§ **Problem to work on**:
You are asked to write out the full listing exactly as it stands.
================
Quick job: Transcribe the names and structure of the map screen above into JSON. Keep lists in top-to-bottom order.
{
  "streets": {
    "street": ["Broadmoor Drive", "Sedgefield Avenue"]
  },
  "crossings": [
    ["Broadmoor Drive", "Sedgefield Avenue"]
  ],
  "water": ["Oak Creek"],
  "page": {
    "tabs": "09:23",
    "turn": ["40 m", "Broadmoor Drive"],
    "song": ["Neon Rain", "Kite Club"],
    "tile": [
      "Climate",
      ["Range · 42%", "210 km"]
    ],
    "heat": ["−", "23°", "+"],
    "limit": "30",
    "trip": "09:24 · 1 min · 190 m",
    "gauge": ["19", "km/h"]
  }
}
================
§ **Result**:
Quick job: Transcribe the names and structure of the map screen above into JSON. Keep lists in top-to-bottom order.
{
  "streets": {
    "street": ["Broadmoor Drive", "Sedgefield Avenue"]
  },
  "crossings": [
    ["Broadmoor Drive", "Sedgefield Avenue"]
  ],
  "water": ["Oak Creek"],
  "page": {
    "tabs": "09:23",
    "turn": ["40 m", "Broadmoor Drive"],
    "song": ["Neon Rain", "Kite Club"],
    "tile": [
      "Climate",
      ["Range · 42%", "210 km"]
    ],
    "heat": ["−", "23°", "+"],
    "limit": "30",
    "trip": "09:24 · 1 min · 190 m",
    "gauge": ["19", "km/h"]
  }
}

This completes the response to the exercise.